Tennis Elbow

Published: 24 Jun 2016

Tennis Elbow

No you do not have to be a professional tennis player to develop tennis elbow!

In fact only about one in twenty patients with this injury have developed it from playing a racquet sport.

What is it?

Tennis elbow is an injury to the tendon within the forearm. The tendon is what connects muscle to bone. Traditionally, the pain associated with overuse of a tendon was referred to as tendonitis which implies associated inflammation however the research has shown that there is little or no inflammation actually present with this type of injury. The new and more appropriate term to a tendon injury is Tendinopathy.

Who gets it?

The injury that occurs is due to an imbalance between the normal break down of the tendon and the repair following over-use. Therefore the injury occurs to people who perform heavy work with their hands that is often repetitive such as; painting, sewing, typing, brick laying etc. This condition can occur in in people who have done these activities over a long time, but also tend to present in people who are not accustomed the activity but has recently started.
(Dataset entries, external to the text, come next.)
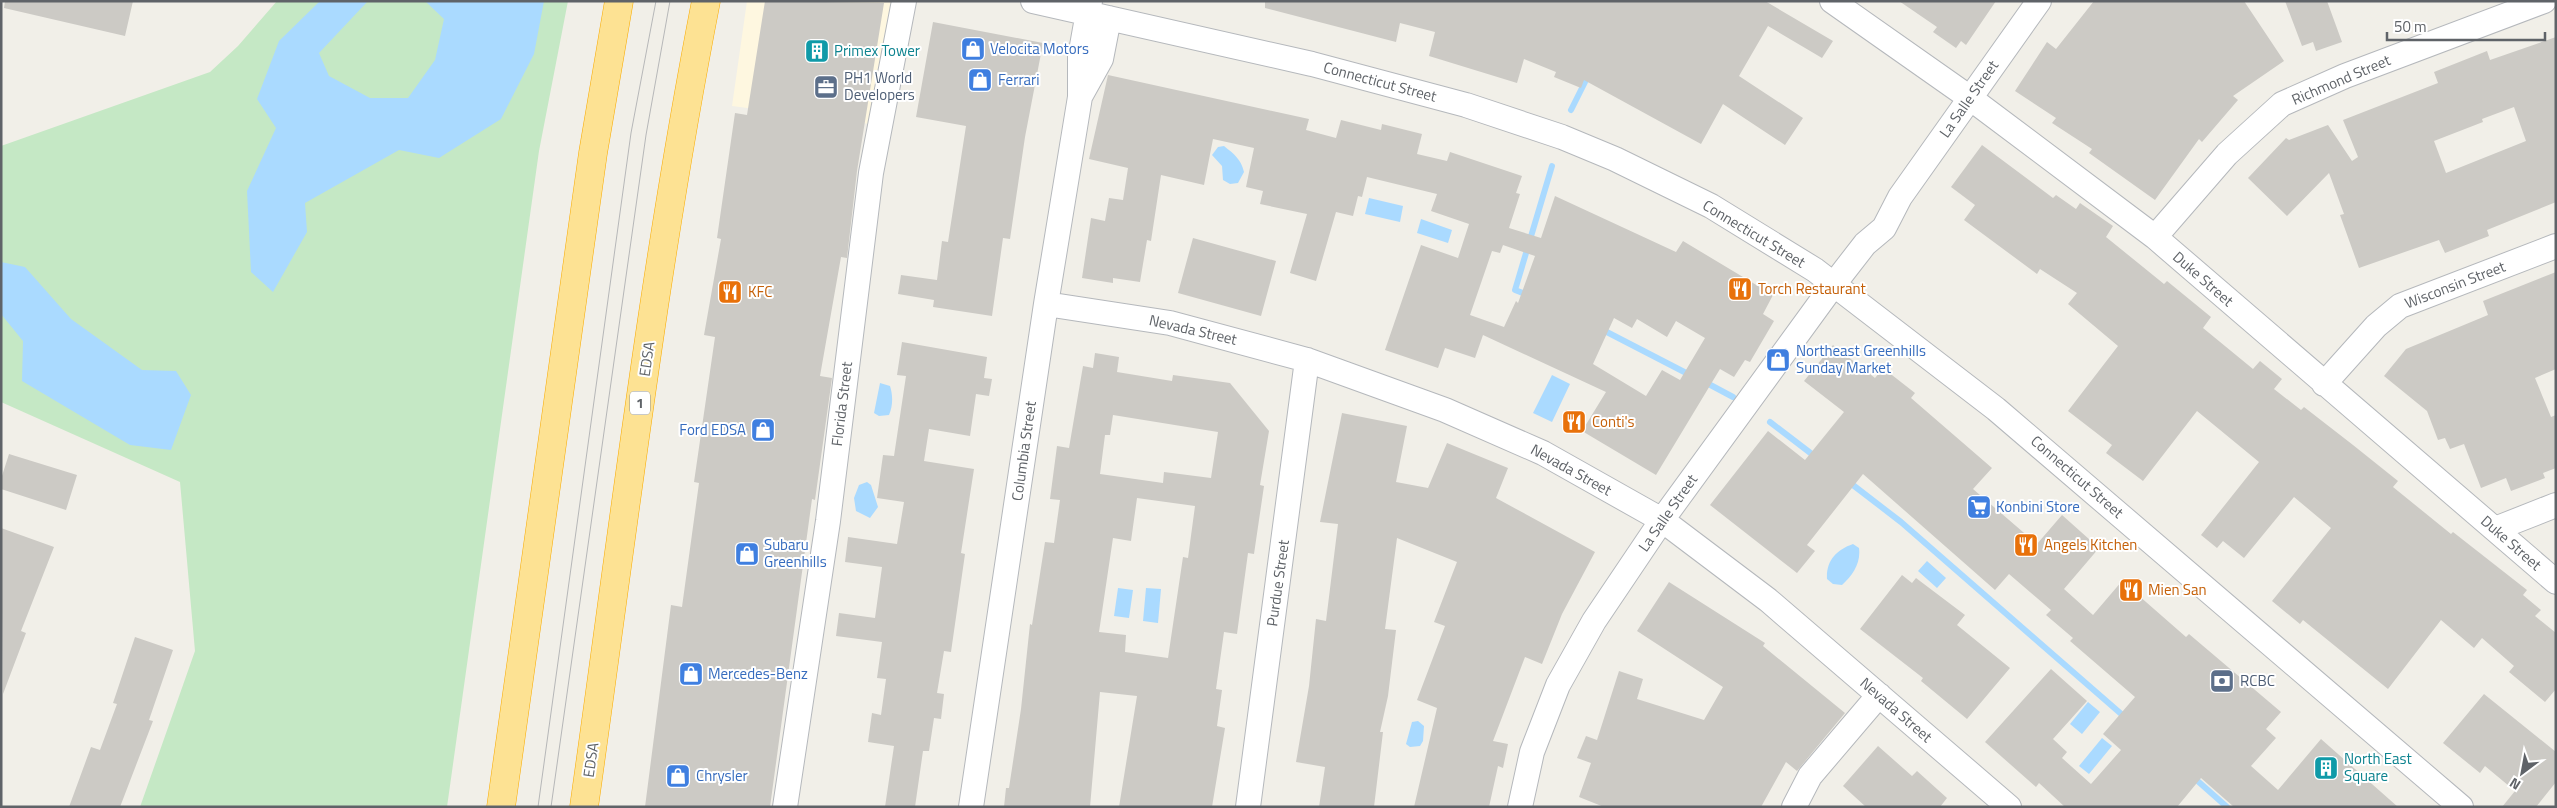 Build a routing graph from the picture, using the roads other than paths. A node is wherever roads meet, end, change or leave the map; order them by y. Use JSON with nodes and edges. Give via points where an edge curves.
{"nodes":[{"id":1,"x":619,"y":1,"type":"edge"},
{"id":2,"x":706,"y":1,"type":"edge"},
{"id":3,"x":904,"y":1,"type":"edge"},
{"id":4,"x":1033,"y":1,"type":"edge"},
{"id":5,"x":1832,"y":1,"type":"edge"},
{"id":6,"x":2039,"y":1,"type":"edge"},
{"id":7,"x":2544,"y":1,"type":"edge"},
{"id":8,"x":1096,"y":10,"type":"edge"},
{"id":9,"x":1970,"y":98,"type":"junction"},
{"id":10,"x":2155,"y":237,"type":"junction"},
{"id":11,"x":2556,"y":246,"type":"edge"},
{"id":12,"x":1834,"y":284,"type":"junction"},
{"id":13,"x":1046,"y":304,"type":"junction"},
{"id":14,"x":1307,"y":360,"type":"junction"},
{"id":15,"x":2324,"y":384,"type":"junction"},
{"id":16,"x":2556,"y":505,"type":"edge"},
{"id":17,"x":1662,"y":520,"type":"junction"},
{"id":18,"x":2495,"y":529,"type":"junction"},
{"id":19,"x":2556,"y":582,"type":"edge"},
{"id":20,"x":1879,"y":695,"type":"junction"},
{"id":21,"x":500,"y":807,"type":"edge"},
{"id":22,"x":584,"y":807,"type":"edge"},
{"id":23,"x":785,"y":807,"type":"edge"},
{"id":24,"x":972,"y":807,"type":"edge"},
{"id":25,"x":1248,"y":807,"type":"edge"},
{"id":26,"x":1520,"y":807,"type":"edge"},
{"id":27,"x":1794,"y":807,"type":"edge"},
{"id":28,"x":2010,"y":807,"type":"edge"},
{"id":29,"x":2461,"y":807,"type":"edge"}],
"edges":[{"from":1,"to":21,"type":"highway","via":[[593,153]]},
{"from":2,"to":22,"type":"highway","name":"EDSA","number":"1","via":[[679,142]]},
{"from":3,"to":23,"type":"street","name":"Florida Street","via":[[871,173],[828,521]]},
{"from":4,"to":8,"type":"street","name":"Connecticut Street"},
{"from":5,"to":9,"type":"street","name":"Duke Street"},
{"from":6,"to":9,"type":"street","name":"La Salle Street"},
{"from":7,"to":10,"type":"street","name":"Richmond Street","via":[[2345,76],[2282,104],[2227,154]]},
{"from":8,"to":12,"type":"street","name":"Connecticut Street","via":[[1466,105],[1562,137],[1711,206]]},
{"from":8,"to":13,"type":"street","name":"Columbia Street","via":[[1080,57],[1080,97]]},
{"from":9,"to":10,"type":"street","name":"Duke Street"},
{"from":9,"to":12,"type":"street","name":"La Salle Street","via":[[1900,197],[1884,228],[1864,244]]},
{"from":10,"to":15,"type":"street","name":"Duke Street"},
{"from":11,"to":15,"type":"street","name":"Wisconsin Street","via":[[2400,306],[2376,326]]},
{"from":12,"to":17,"type":"street","name":"La Salle Street"},
{"from":12,"to":29,"type":"street","name":"Connecticut Street","via":[[1996,408]]},
{"from":13,"to":14,"type":"street","name":"Nevada Street","via":[[1170,323]]},
{"from":13,"to":24,"type":"street","name":"Columbia Street"},
{"from":14,"to":17,"type":"street","name":"Nevada Street","via":[[1445,410],[1534,449]]},
{"from":14,"to":25,"type":"street","name":"Purdue Street"},
{"from":15,"to":18,"type":"street","name":"Duke Street"},
{"from":16,"to":18,"type":"street"},
{"from":17,"to":20,"type":"street","name":"Nevada Street","via":[[1768,600]]},
{"from":17,"to":26,"type":"street","name":"La Salle Street","via":[[1594,621],[1558,685],[1532,752]]},
{"from":18,"to":19,"type":"street","name":"Duke Street"},
{"from":20,"to":27,"type":"street","via":[[1810,776]]},
{"from":20,"to":28,"type":"street","name":"Nevada Street"}]} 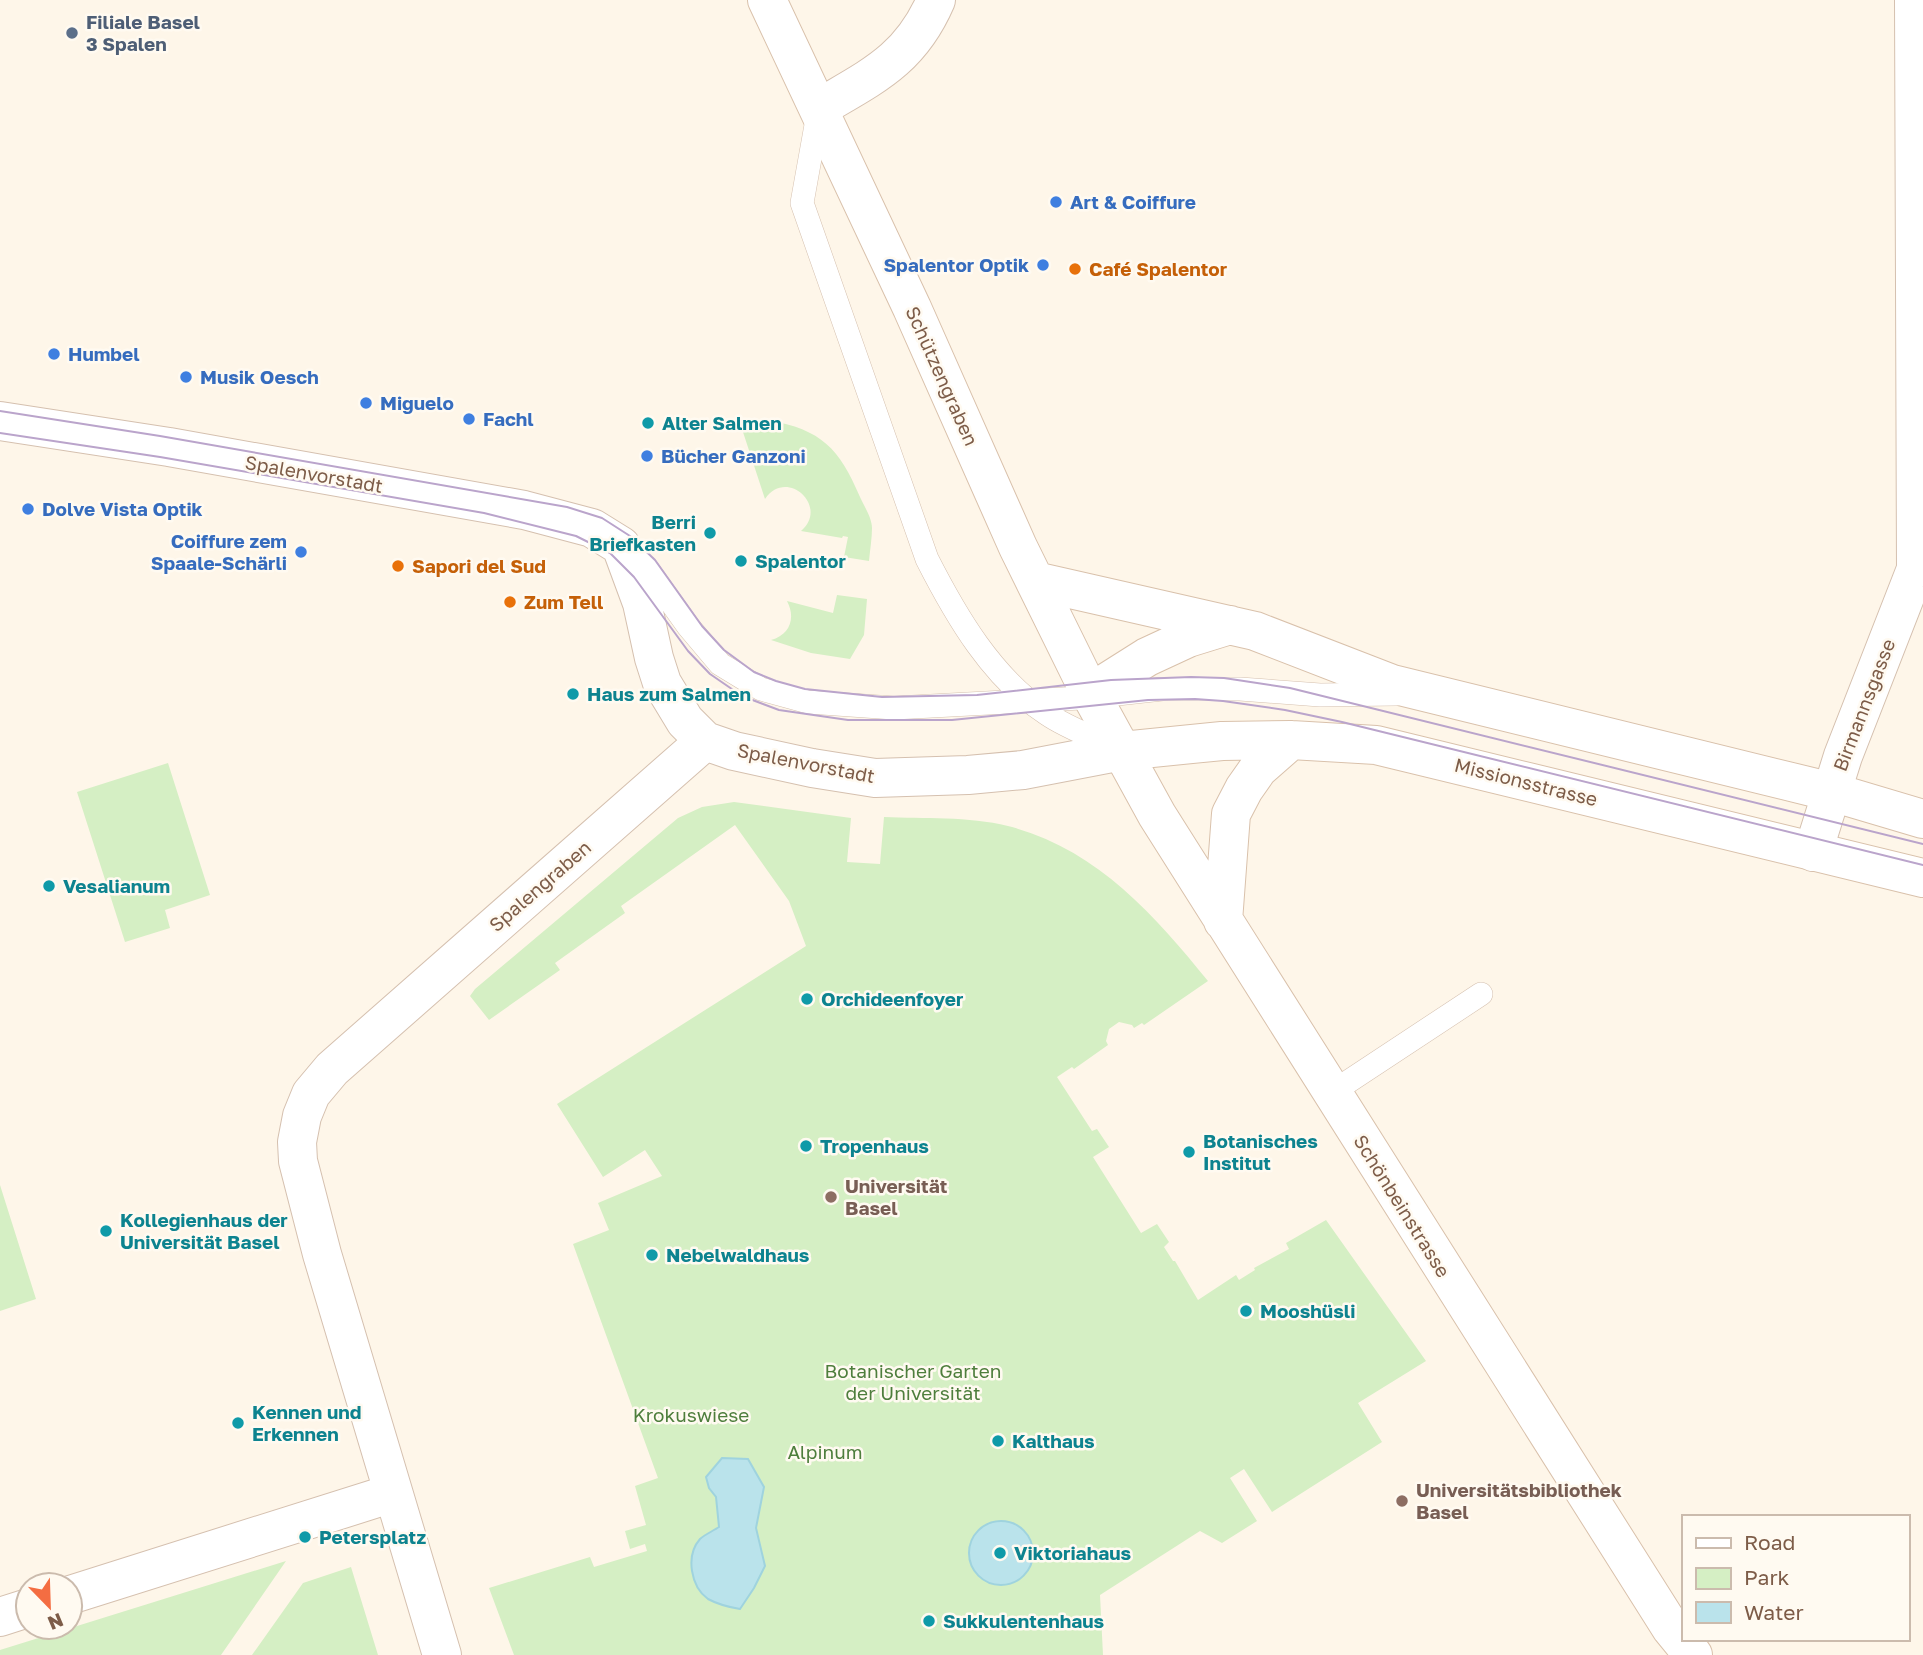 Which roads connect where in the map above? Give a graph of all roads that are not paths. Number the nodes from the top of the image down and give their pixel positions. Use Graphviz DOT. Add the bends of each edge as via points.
graph roads {
  1 [pos="768,0"];
  2 [pos="936,0"];
  3 [pos="1914,0"];
  4 [pos="819,108"];
  5 [pos="0,421"];
  6 [pos="621,546"];
  7 [pos="1920,565"];
  8 [pos="1035,581"];
  9 [pos="1230,625"];
  10 [pos="1431,693"];
  11 [pos="1091,695"];
  12 [pos="1028,700"];
  13 [pos="1291,740"];
  14 [pos="705,741"];
  15 [pos="1122,751"];
  16 [pos="1832,792"];
  17 [pos="1923,818"];
  18 [pos="1813,852"];
  19 [pos="1923,878"];
  20 [pos="1223,921"];
  21 [pos="1481,994"];
  22 [pos="1331,1093"];
  23 [pos="393,1493"];
  24 [pos="84,1591"];
  25 [pos="442,1655"];
  26 [pos="1693,1655"];
  1 -- 4 [label="main road, Schützengraben"];
  2 -- 4 [label="main road" via="905,50 881,71"];
  3 -- 7 [label="main road"];
  4 -- 8 [label="main road, Schützengraben"];
  4 -- 12 [label="lane" via="802,203 898,477 927,559 951,607 986,655"];
  5 -- 6 [label="main road, Spalenvorstadt" via="524,510 592,528"];
  6 -- 12 [label="lane, Spalenvorstadt" via="646,567 720,664 761,689 807,702 894,708"];
  6 -- 14 [label="main road" via="642,603 662,683 685,721"];
  7 -- 16 [label="main road, Birmannsgasse"];
  8 -- 9 [label="main road"];
  8 -- 11 [label="main road, Schützengraben"];
  9 -- 10 [label="main road" via="1392,684"];
  9 -- 11 [label="main road" via="1147,657"];
  10 -- 11 [label="lane" via="1320,695 1162,689"];
  10 -- 16 [label="main road"];
  11 -- 12 [label="lane, Spalenvorstadt"];
  11 -- 15 [label="main road, Schützengraben"];
  12 -- 15 [label="lane" via="1049,716"];
  13 -- 15 [label="main road, Missionsstrasse"];
  13 -- 18 [label="main road, Missionsstrasse" via="1376,745"];
  13 -- 20 [label="main road" via="1258,769 1231,814"];
  14 -- 15 [label="main road, Spalenvorstadt" via="764,758 875,778 1023,770"];
  14 -- 23 [label="main road, Spalengraben" via="332,1069 311,1094 297,1142 302,1179"];
  15 -- 20 [label="main road, Schönbeinstrasse"];
  16 -- 17 [label="main road"];
  16 -- 18 [label="main road, Birmannsgasse"];
  18 -- 19 [label="main road, Missionsstrasse"];
  20 -- 22 [label="main road, Schönbeinstrasse"];
  21 -- 22 [label="lane"];
  22 -- 26 [label="main road, Schönbeinstrasse" via="1671,1628"];
  23 -- 24 [label="main road"];
  23 -- 25 [label="main road"];
}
If you are one of the few racquet sport players that develop this pain, sometimes changing your racquet size, grip size, string tension or the sheer volume of exercise can trigger this type of pain.

What are the symptoms?

The most common complaint is the pain in the outside of the elbow, it is often sharper with gripping objects or moving the wrist. The pain often ‘warms up’ or improves with continual activity depending on the severity of the injury. The pain will likely subside with rest however it tends to pop again whenever this activity begins again.

What does treatment involve?

It is important to see a Physiotherapist to complete a thorough assessment and have a diagnosis as this is not the only cause for pain around the elbow.

Once tennis elbow is diagnosed your physiotherapist will explain that any aggravating position or movement should be avoided. However this does not mean that complete rest will solve the problem. In fact, more recent research has shown that it is beneficial to carefully load the affected tendon with specific exercises, to both desensitise the symptoms and improve the capacity and strength of the tendon. Other remedies such as taping/bracing, Shockwave Therapy and various manual therapy techniques to both the elbow and even up to the neck have also been proven to improve the symptoms.